The CADET pipeline can also be used as a [SAOImageDS9](https://ds9.si.edu/) plugin which is installed together with the `pycadet` Python package. The CADET plugin requires that SAOImageDS9 is already installed on the system. To avoid conflicts (e.g. the CIAO installation of DS9), it is recommended to install `pycadet` using a system installation of Python3 rather than a Conda environment.

After the installation, the CADET plugin should be available in the *Analysis* menu of DS9. After clicking on the *CADET* option, a new window will appear, where the user can set several options: whether the prediction should be averaged over multiple input images by shifting by +/- 1 pixel (*Shift*); and whether the prediction should be decomposed into individual cavities (*Decompose*). When decomposing into individual cavities, the user can also set a pair of discrimination thresholds, where the first one (*Threshold1*) is used for volume error calibration and the second one (*Threshold2*) for false positive rate calibration (for more info see [Plšek et al. 2023](https://arxiv.org/abs/2304.05457)).

If the CADET plugin does not appear in the *Analysis* menu, it can be added manually by opening *Edit* > *Preferences* > *Analysis* and adding a path to the following file [DS9CADET.ds9.ans](https://github.com/tomasplsek/CADET/raw/main/pycadet/DS9CADET.ds9.ans) (after the installation it should be located in `~/.ds9/`). The plugin is inspired by the [pyds9plugin](https://github.com/vpicouet/pyds9plugin/tree/master) library.

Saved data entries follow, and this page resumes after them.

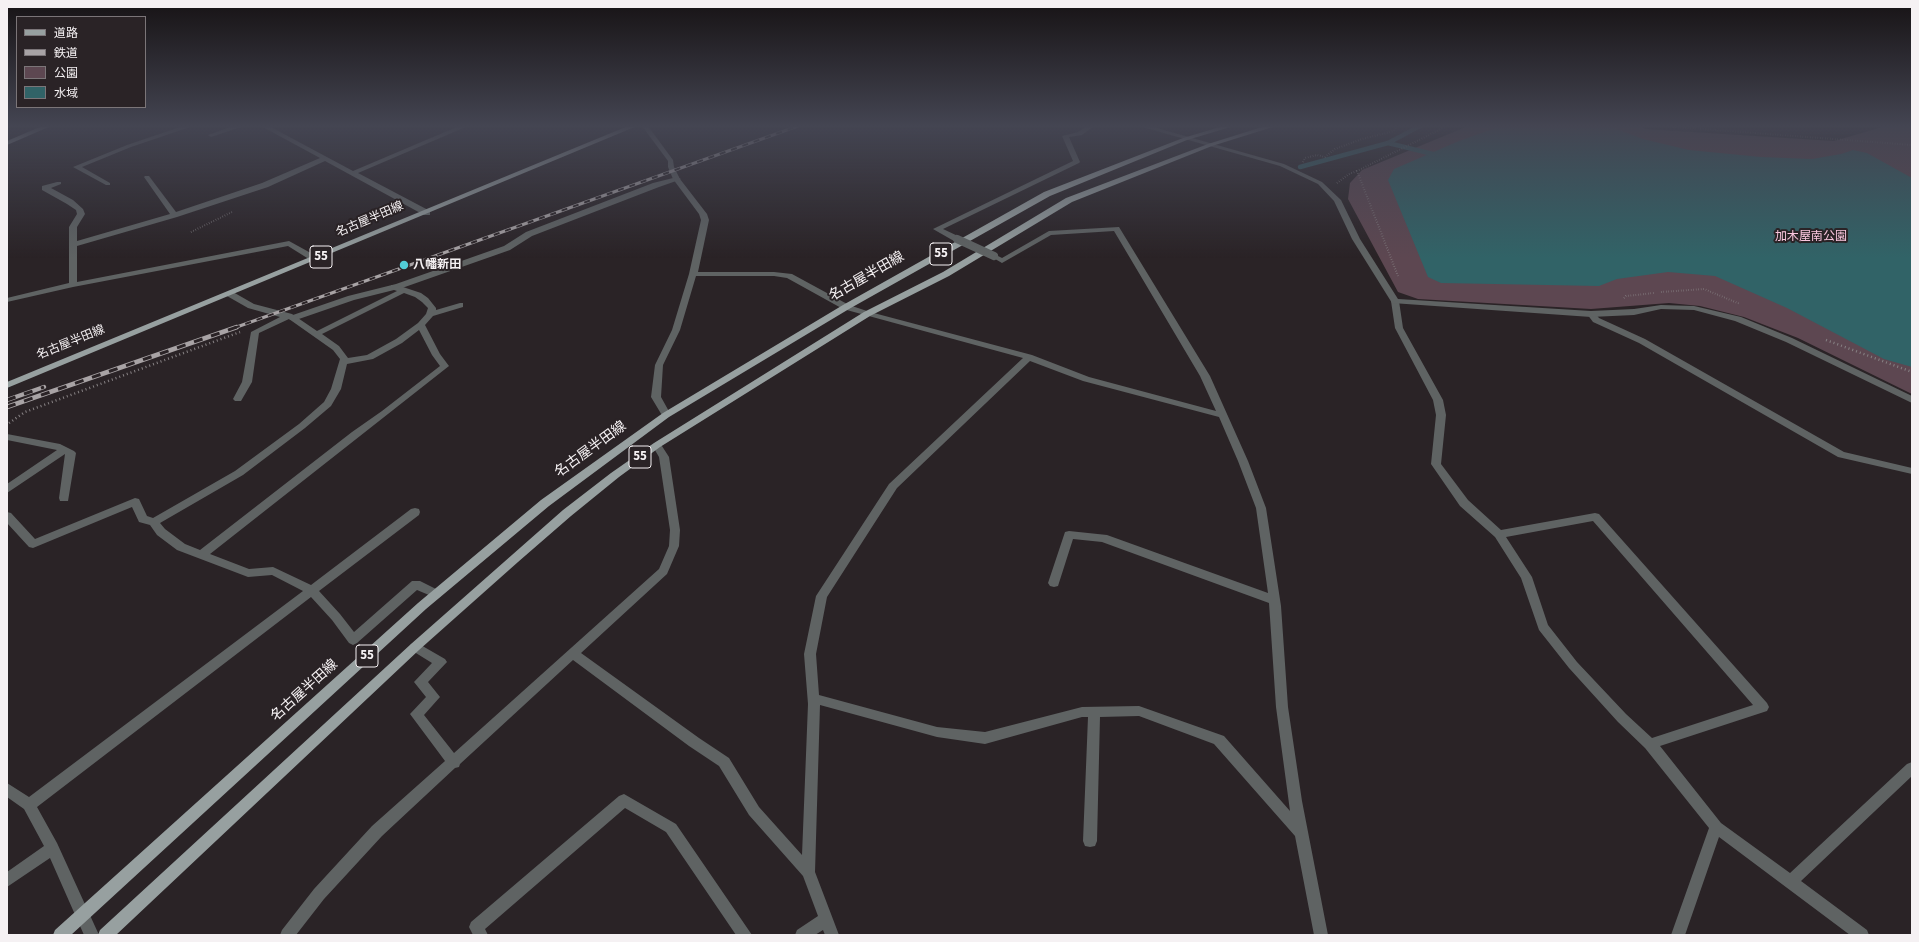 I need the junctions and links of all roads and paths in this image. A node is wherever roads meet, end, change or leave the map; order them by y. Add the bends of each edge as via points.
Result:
1 (82, 170) edge
2 (299, 170) edge
3 (347, 170) edge
4 (359, 170) edge
5 (529, 170) edge
6 (672, 170) edge
7 (1060, 170) edge
8 (1107, 170) edge
9 (1146, 170) edge
10 (1294, 170) edge
11 (1357, 171) joint
12 (352, 173) junction
13 (147, 177) dead end
14 (677, 179) junction
15 (59, 183) dead end
16 (108, 184) dead end
17 (1333, 184) dead end
18 (427, 213) junction
19 (174, 215) junction
20 (72, 245) junction
21 (315, 259) junction
22 (693, 274) junction
23 (1400, 279) dead end
24 (73, 285) junction
25 (394, 287) junction
26 (404, 290) junction
27 (230, 294) junction
28 (1617, 299) dead end
29 (7, 300) edge
30 (1395, 301) junction
31 (460, 305) dead end
32 (1746, 306) dead end
33 (846, 307) junction
34 (430, 314) junction
35 (867, 314) junction
36 (1591, 314) junction
37 (291, 317) junction
38 (421, 325) junction
39 (242, 331) dead end
40 (316, 334) junction
41 (1824, 339) dead end
42 (1029, 357) junction
43 (343, 362) junction
44 (1912, 372) edge
45 (7, 385) edge
46 (238, 399) dead end
47 (1912, 400) edge
48 (666, 415) junction
49 (1221, 415) junction
50 (7, 424) edge
51 (7, 437) edge
52 (657, 445) junction
53 (64, 450) junction
54 (1912, 471) edge
55 (7, 489) edge
56 (64, 498) dead end
57 (415, 512) dead end
58 (7, 516) edge
59 (154, 522) junction
60 (1499, 534) junction
61 (202, 554) junction
62 (1054, 583) dead end
63 (311, 590) junction
64 (436, 594) junction
65 (1274, 600) junction
66 (415, 647) junction
67 (573, 653) junction
68 (813, 698) junction
69 (1094, 712) junction
70 (1650, 744) junction
71 (454, 762) junction
72 (1912, 768) edge
73 (7, 789) edge
74 (29, 805) junction
75 (1716, 827) junction
76 (1301, 834) junction
77 (1090, 841) dead end
78 (52, 848) junction
79 (808, 872) junction
80 (7, 880) edge
81 (1790, 882) junction
82 (83, 914) junction
83 (826, 918) junction
84 (60, 935) edge
85 (92, 935) edge
86 (105, 935) edge
87 (287, 935) edge
88 (482, 935) edge
89 (745, 935) edge
90 (802, 935) edge
91 (832, 935) edge
92 (1321, 935) edge
93 (1678, 935) edge
94 (1862, 935) edge

1 - 16 street
2 - 19 street via 265,185
3 - 12 street
4 - 12 street
5 - 18 main road, 名古屋半田線 / 55
6 - 14 street
7 - 49 street, bridge via 937,229 1002,261 1049,233 1116,229 1205,376
8 - 33 main road, 名古屋半田線 / 55 via 1047,194
9 - 35 main road, 55 via 1069,200 946,274
10 - 30 street via 1311,178 1337,200 1356,238
11 - 17 path
11 - 23 path
12 - 18 street
13 - 19 street
14 - 22 street via 705,220
14 - 25 street via 529,234 507,248
15 - 20 street via 46,188 70,202 81,214 73,227
18 - 21 main road, 名古屋半田線 / 55
19 - 20 street
20 - 24 street
21 - 24 street via 289,243
21 - 27 main road, 名古屋半田線 / 55
22 - 33 street via 789,276
22 - 48 street via 676,330 659,365 656,397
24 - 29 street
25 - 26 street
25 - 37 street
26 - 34 street via 418,295 429,303 432,308
26 - 40 street
27 - 37 street via 251,306
27 - 45 main road, 名古屋半田線 / 55
28 - 32 path via 1704,289
30 - 36 street
30 - 60 street via 1399,328 1438,400 1441,415 1436,464 1464,503
31 - 34 street
33 - 35 street
33 - 48 main road, 名古屋半田線 / 55
34 - 38 street
35 - 42 street
35 - 52 main road, 55
36 - 47 street via 1694,308 1738,319 1789,340
36 - 54 street via 1596,320 1642,341 1842,455
37 - 40 street
37 - 46 street via 255,332 247,382
38 - 43 street via 399,341 370,356
38 - 61 street via 436,355 446,366 397,405 349,438
39 - 50 path via 25,412
40 - 43 street via 336,348 344,359
41 - 44 path
42 - 49 street via 1086,379
42 - 68 street via 893,486 822,596 810,654
43 - 59 street via 336,389 328,404 239,473
48 - 64 main road, 名古屋半田線 / 55 via 545,503
49 - 65 street via 1243,461 1261,508
51 - 53 street
52 - 66 main road, 55 via 567,513
52 - 67 street via 664,457 675,530 674,546 663,571
53 - 55 street
53 - 56 street via 71,453
57 - 63 street
58 - 59 street via 33,544 135,502 143,519
59 - 61 street via 161,532 181,547
60 - 70 street via 1526,577 1544,627 1573,665
60 - 70 street via 1595,517 1763,708
61 - 63 street via 248,573 272,571
62 - 65 street via 1069,535 1103,538
63 - 64 street via 353,640 416,584
63 - 74 street
64 - 82 main road, 名古屋半田線 / 55
65 - 76 street via 1282,707
66 - 71 street via 441,662 420,682 434,698 416,714
66 - 86 main road, 55
67 - 71 street
67 - 79 street via 724,762 754,812
68 - 69 street via 937,732 985,738 1082,712
68 - 79 street
69 - 76 street via 1138,711 1219,740
69 - 77 street
70 - 75 street
71 - 87 street via 377,831 319,894
72 - 81 street
73 - 74 street
74 - 78 street
75 - 81 street
75 - 93 street
76 - 92 street
78 - 80 street
78 - 82 street
79 - 83 street
81 - 94 street
82 - 84 main road, 名古屋半田線 / 55
82 - 85 street
83 - 90 street
83 - 91 street
88 - 89 street via 476,927 624,800 671,828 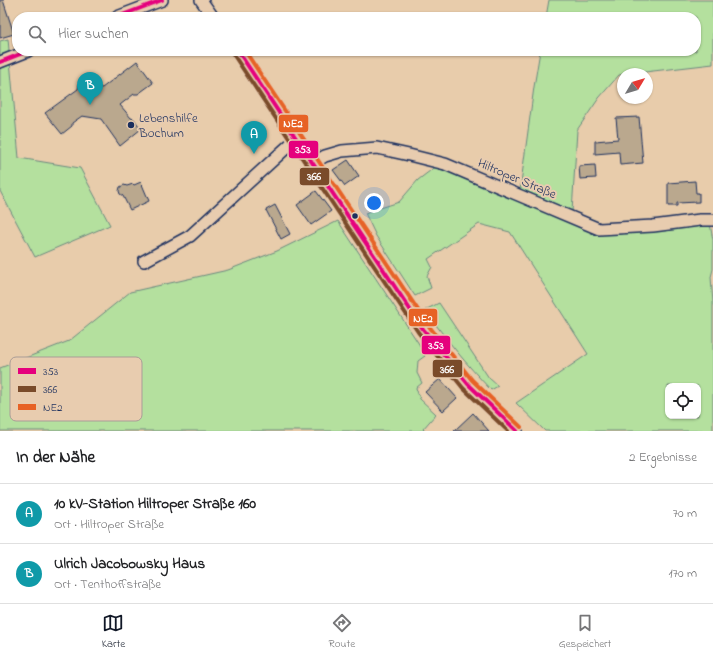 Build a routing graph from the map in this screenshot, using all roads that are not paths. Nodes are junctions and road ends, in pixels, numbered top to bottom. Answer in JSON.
{"nodes":[{"id":1,"x":162,"y":0,"type":"edge"},
{"id":2,"x":201,"y":0,"type":"edge"},
{"id":3,"x":130,"y":12,"type":"edge"},
{"id":4,"x":209,"y":12,"type":"edge"},
{"id":5,"x":15,"y":56,"type":"edge"},
{"id":6,"x":241,"y":56,"type":"edge"},
{"id":7,"x":0,"y":62,"type":"edge"},
{"id":8,"x":296,"y":139,"type":"junction"},
{"id":9,"x":313,"y":163,"type":"junction"},
{"id":10,"x":713,"y":220,"type":"edge"},
{"id":11,"x":144,"y":261,"type":"dead end"},
{"id":12,"x":517,"y":431,"type":"edge"}],
"edges":[{"from":1,"to":3,"type":"street"},
{"from":2,"to":4,"type":"street"},
{"from":5,"to":7,"type":"street"},
{"from":6,"to":8,"type":"street"},
{"from":8,"to":9,"type":"street"},
{"from":8,"to":11,"type":"street"},
{"from":9,"to":10,"type":"street","name":"Hiltroper Straße"},
{"from":9,"to":12,"type":"street"}]} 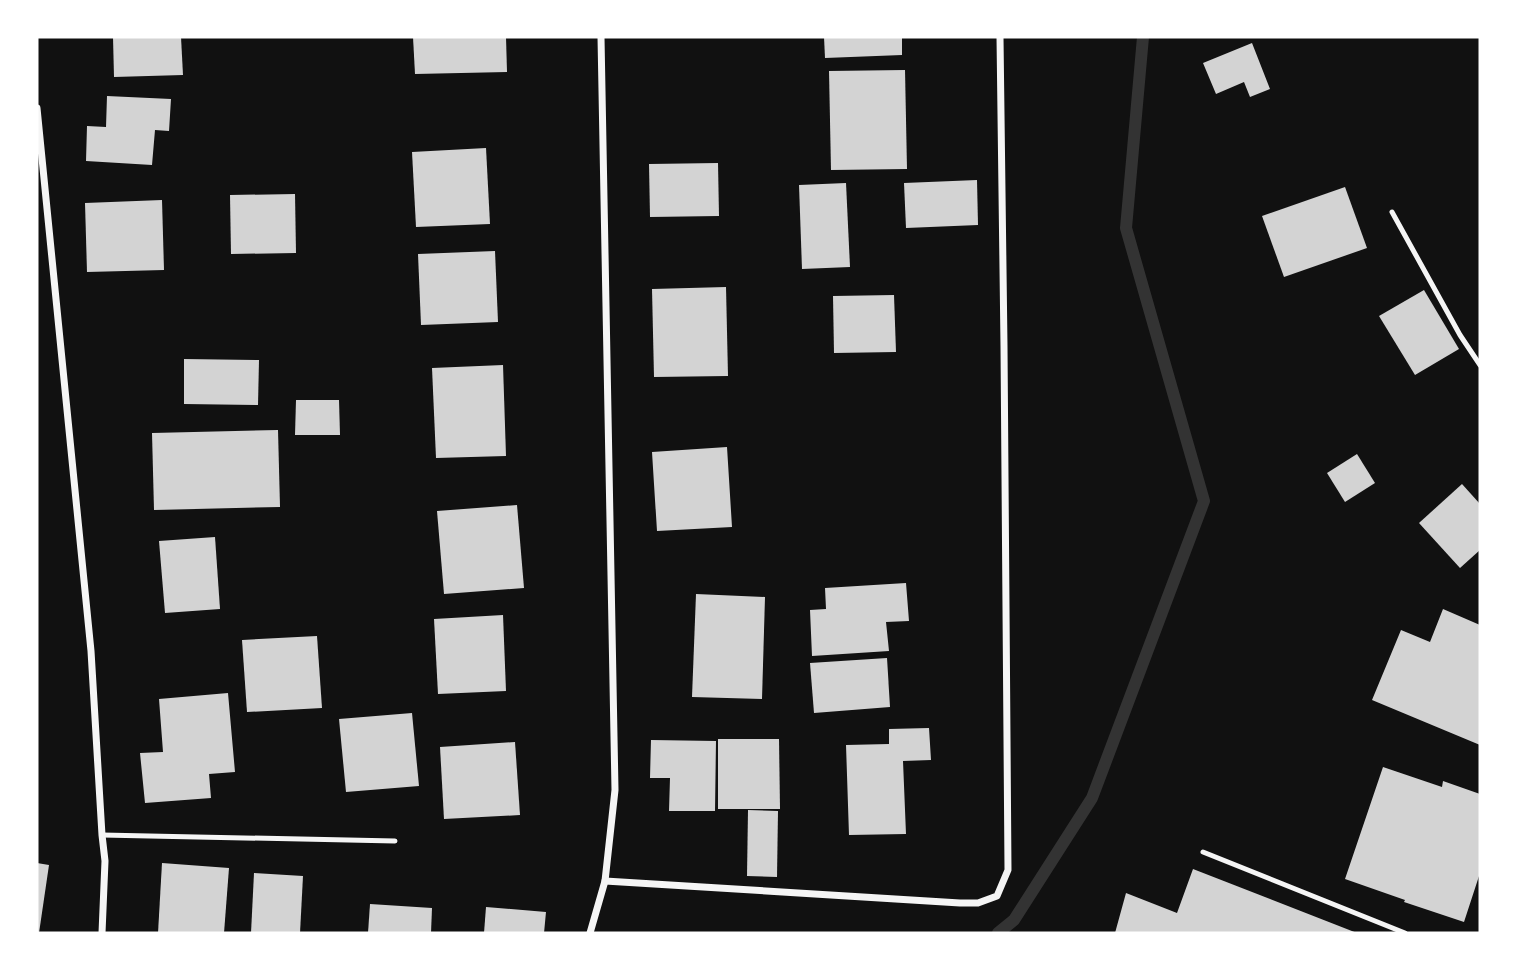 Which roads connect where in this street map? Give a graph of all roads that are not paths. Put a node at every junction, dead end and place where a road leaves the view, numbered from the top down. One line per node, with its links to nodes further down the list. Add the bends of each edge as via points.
1 (601, 37): 9 (street, via 615,790)
2 (1000, 37): 9 (street, via 1007,870 997,895 978,903 960,903)
3 (37, 108): 6 (street, via 91,651)
4 (1392, 212): 5 (lane)
5 (1480, 365)
6 (102, 835): 7 (lane); 10 (street)
7 (396, 841)
8 (1203, 852): 12 (lane)
9 (606, 881): 11 (street)
10 (102, 933)
11 (590, 933)
12 (1405, 933) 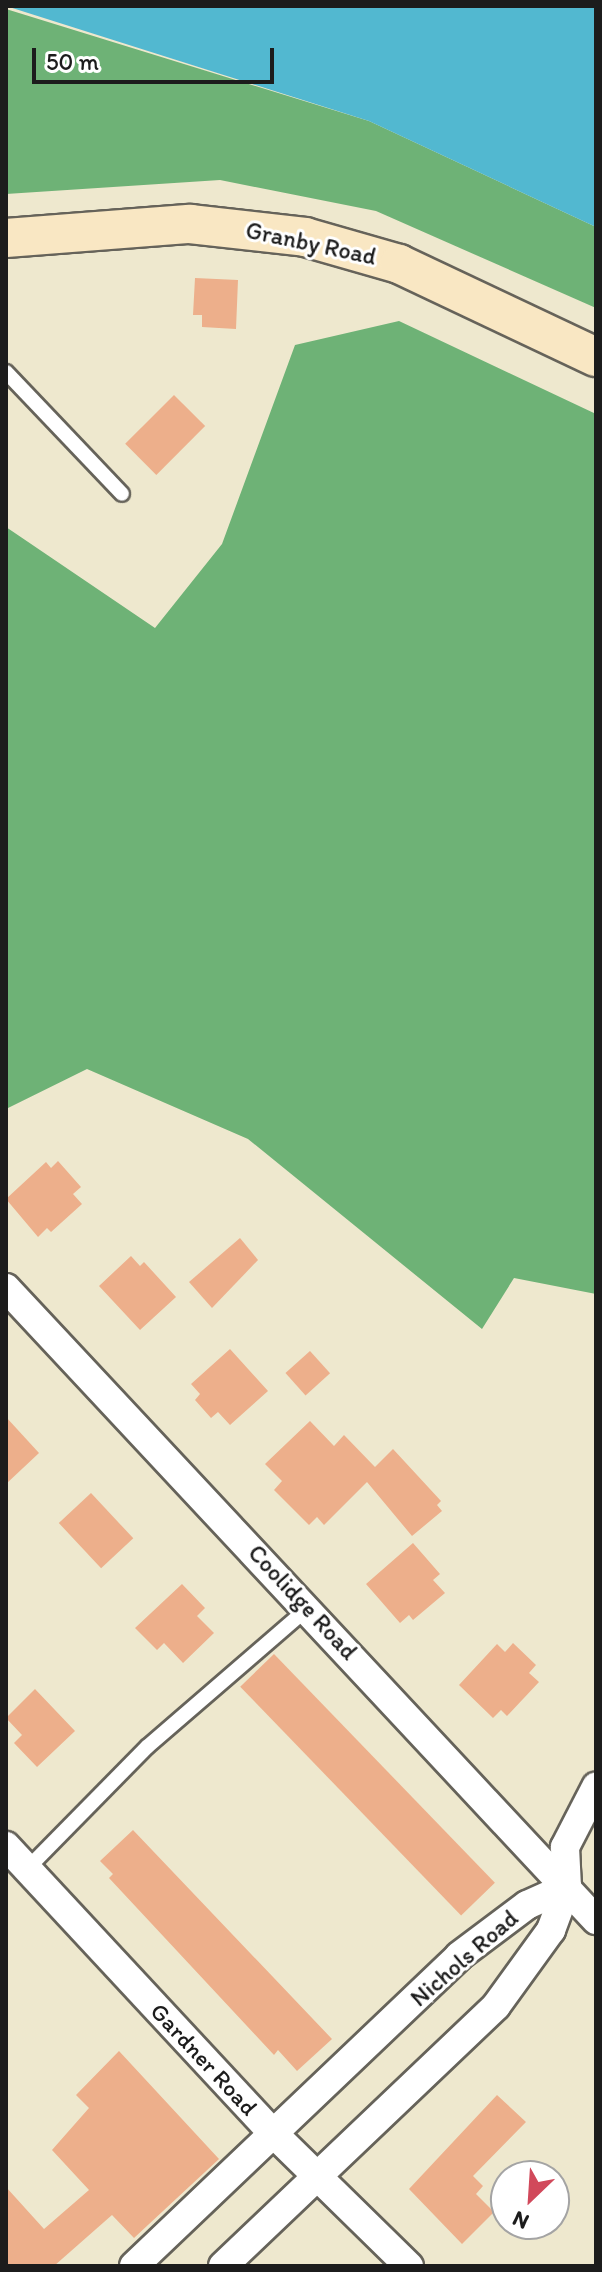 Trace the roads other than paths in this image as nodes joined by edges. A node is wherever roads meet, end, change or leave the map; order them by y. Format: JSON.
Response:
{"nodes":[{"id":1,"x":6,"y":238,"type":"edge"},
{"id":2,"x":596,"y":357,"type":"edge"},
{"id":3,"x":6,"y":372,"type":"edge"},
{"id":4,"x":122,"y":494,"type":"dead end"},
{"id":5,"x":6,"y":1288,"type":"edge"},
{"id":6,"x":308,"y":1608,"type":"junction"},
{"id":7,"x":596,"y":1787,"type":"edge"},
{"id":8,"x":6,"y":1846,"type":"edge"},
{"id":9,"x":27,"y":1869,"type":"junction"},
{"id":10,"x":567,"y":1887,"type":"junction"},
{"id":11,"x":596,"y":1920,"type":"edge"},
{"id":12,"x":274,"y":2134,"type":"junction"},
{"id":13,"x":320,"y":2173,"type":"junction"},
{"id":14,"x":134,"y":2266,"type":"edge"},
{"id":15,"x":223,"y":2266,"type":"edge"},
{"id":16,"x":409,"y":2266,"type":"edge"}],
"edges":[{"from":1,"to":2,"type":"main road","name":"Granby Road"},
{"from":3,"to":4,"type":"lane"},
{"from":5,"to":6,"type":"street","name":"Coolidge Road"},
{"from":6,"to":9,"type":"lane"},
{"from":6,"to":10,"type":"street","name":"Coolidge Road"},
{"from":7,"to":10,"type":"street"},
{"from":8,"to":9,"type":"street","name":"Gardner Road"},
{"from":9,"to":12,"type":"street","name":"Gardner Road"},
{"from":10,"to":11,"type":"street","name":"Coolidge Road"},
{"from":10,"to":12,"type":"street","name":"Nichols Road"},
{"from":10,"to":13,"type":"street","name":"Nichols Road"},
{"from":12,"to":13,"type":"street","name":"Gardner Road"},
{"from":12,"to":14,"type":"street","name":"Nichols Road"},
{"from":13,"to":15,"type":"street","name":"Nichols Road"},
{"from":13,"to":16,"type":"street","name":"Gardner Road"}]}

![DS9 CADET plugin](https://github.com/tomasplsek/CADET/raw/main/docs/figures/DS9CADET.gif)

## Online CADET interface

A simplified version of the CADET pipeline is available via a <a href="https://huggingface.co/spaces/Plsek/CADET" target=_blank>web interface</a> hosted on HuggingFace Spaces. The input image should be centred on the galaxy centre and cropped to a square shape. It is also recommended to remove point sources from the image and fill them with the surrounding background level using Poisson statistics ([dmfilth](https://cxc.cfa.harvard.edu/ciao/ahelp/dmfilth.html) within [CIAO](https://cxc.harvard.edu/ciao/)). Furthermore, compared to the `pycadet` package, the web interface performs only a single thresholding of the raw pixel-wise prediction, which is easily adjustable using a slider.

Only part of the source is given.